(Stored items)
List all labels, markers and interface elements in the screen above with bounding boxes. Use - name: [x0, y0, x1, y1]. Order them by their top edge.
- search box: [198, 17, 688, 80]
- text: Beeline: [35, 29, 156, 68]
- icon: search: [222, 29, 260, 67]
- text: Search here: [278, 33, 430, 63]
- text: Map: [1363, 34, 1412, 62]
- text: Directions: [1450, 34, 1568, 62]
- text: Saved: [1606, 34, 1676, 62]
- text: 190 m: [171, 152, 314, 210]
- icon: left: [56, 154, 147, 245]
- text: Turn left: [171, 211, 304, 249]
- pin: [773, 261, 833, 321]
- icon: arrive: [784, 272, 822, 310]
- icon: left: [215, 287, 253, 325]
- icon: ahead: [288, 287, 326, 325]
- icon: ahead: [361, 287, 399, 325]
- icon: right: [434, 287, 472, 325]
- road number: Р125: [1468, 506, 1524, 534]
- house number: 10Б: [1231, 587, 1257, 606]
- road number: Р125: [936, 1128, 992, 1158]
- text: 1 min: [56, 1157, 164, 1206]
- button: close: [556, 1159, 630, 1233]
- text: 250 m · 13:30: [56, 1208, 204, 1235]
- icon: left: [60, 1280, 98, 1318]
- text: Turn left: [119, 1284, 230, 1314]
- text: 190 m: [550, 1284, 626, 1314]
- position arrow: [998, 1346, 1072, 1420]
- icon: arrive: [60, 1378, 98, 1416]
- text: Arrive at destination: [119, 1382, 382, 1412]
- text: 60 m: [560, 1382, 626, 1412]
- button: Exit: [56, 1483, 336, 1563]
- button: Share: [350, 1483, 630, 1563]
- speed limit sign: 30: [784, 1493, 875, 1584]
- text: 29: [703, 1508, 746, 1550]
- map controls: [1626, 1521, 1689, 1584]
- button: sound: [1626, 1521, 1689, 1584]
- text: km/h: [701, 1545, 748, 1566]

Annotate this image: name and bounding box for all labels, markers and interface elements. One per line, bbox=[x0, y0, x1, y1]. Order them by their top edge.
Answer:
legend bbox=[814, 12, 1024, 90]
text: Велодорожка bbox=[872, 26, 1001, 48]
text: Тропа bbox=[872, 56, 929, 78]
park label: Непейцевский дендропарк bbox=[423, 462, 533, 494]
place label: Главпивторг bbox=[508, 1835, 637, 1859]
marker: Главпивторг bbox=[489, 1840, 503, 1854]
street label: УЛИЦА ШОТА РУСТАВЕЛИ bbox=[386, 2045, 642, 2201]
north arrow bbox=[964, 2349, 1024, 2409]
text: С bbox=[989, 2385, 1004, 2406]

DIRECTIONS: Restate each entry above word for word.

RESULT OF THE TASK:
List all labels, markers and interface elements in the screen above with bounding boxes. Use - name: [x0, y0, x1, y1]. Order them by their top edge.
- search box: [198, 17, 688, 80]
- text: Beeline: [35, 29, 156, 68]
- icon: search: [222, 29, 260, 67]
- text: Search here: [278, 33, 430, 63]
- text: Map: [1363, 34, 1412, 62]
- text: Directions: [1450, 34, 1568, 62]
- text: Saved: [1606, 34, 1676, 62]
- text: 190 m: [171, 152, 314, 210]
- icon: left: [56, 154, 147, 245]
- text: Turn left: [171, 211, 304, 249]
- pin: [773, 261, 833, 321]
- icon: arrive: [784, 272, 822, 310]
- icon: left: [215, 287, 253, 325]
- icon: ahead: [288, 287, 326, 325]
- icon: ahead: [361, 287, 399, 325]
- icon: right: [434, 287, 472, 325]
- road number: Р125: [1468, 506, 1524, 534]
- house number: 10Б: [1231, 587, 1257, 606]
- road number: Р125: [936, 1128, 992, 1158]
- text: 1 min: [56, 1157, 164, 1206]
- button: close: [556, 1159, 630, 1233]
- text: 250 m · 13:30: [56, 1208, 204, 1235]
- icon: left: [60, 1280, 98, 1318]
- text: Turn left: [119, 1284, 230, 1314]
- text: 190 m: [550, 1284, 626, 1314]
- position arrow: [998, 1346, 1072, 1420]
- icon: arrive: [60, 1378, 98, 1416]
- text: Arrive at destination: [119, 1382, 382, 1412]
- text: 60 m: [560, 1382, 626, 1412]
- button: Exit: [56, 1483, 336, 1563]
- button: Share: [350, 1483, 630, 1563]
- speed limit sign: 30: [784, 1493, 875, 1584]
- text: 29: [703, 1508, 746, 1550]
- map controls: [1626, 1521, 1689, 1584]
- button: sound: [1626, 1521, 1689, 1584]
- text: km/h: [701, 1545, 748, 1566]

Annotate this image: name and bounding box for all labels, markers and interface elements. One per line, bbox=[x0, y0, x1, y1]. Order them by their top edge.
Answer:
legend bbox=[814, 12, 1024, 90]
text: Велодорожка bbox=[872, 26, 1001, 48]
text: Тропа bbox=[872, 56, 929, 78]
park label: Непейцевский дендропарк bbox=[423, 462, 533, 494]
place label: Главпивторг bbox=[508, 1835, 637, 1859]
marker: Главпивторг bbox=[489, 1840, 503, 1854]
street label: УЛИЦА ШОТА РУСТАВЕЛИ bbox=[386, 2045, 642, 2201]
north arrow bbox=[964, 2349, 1024, 2409]
text: С bbox=[989, 2385, 1004, 2406]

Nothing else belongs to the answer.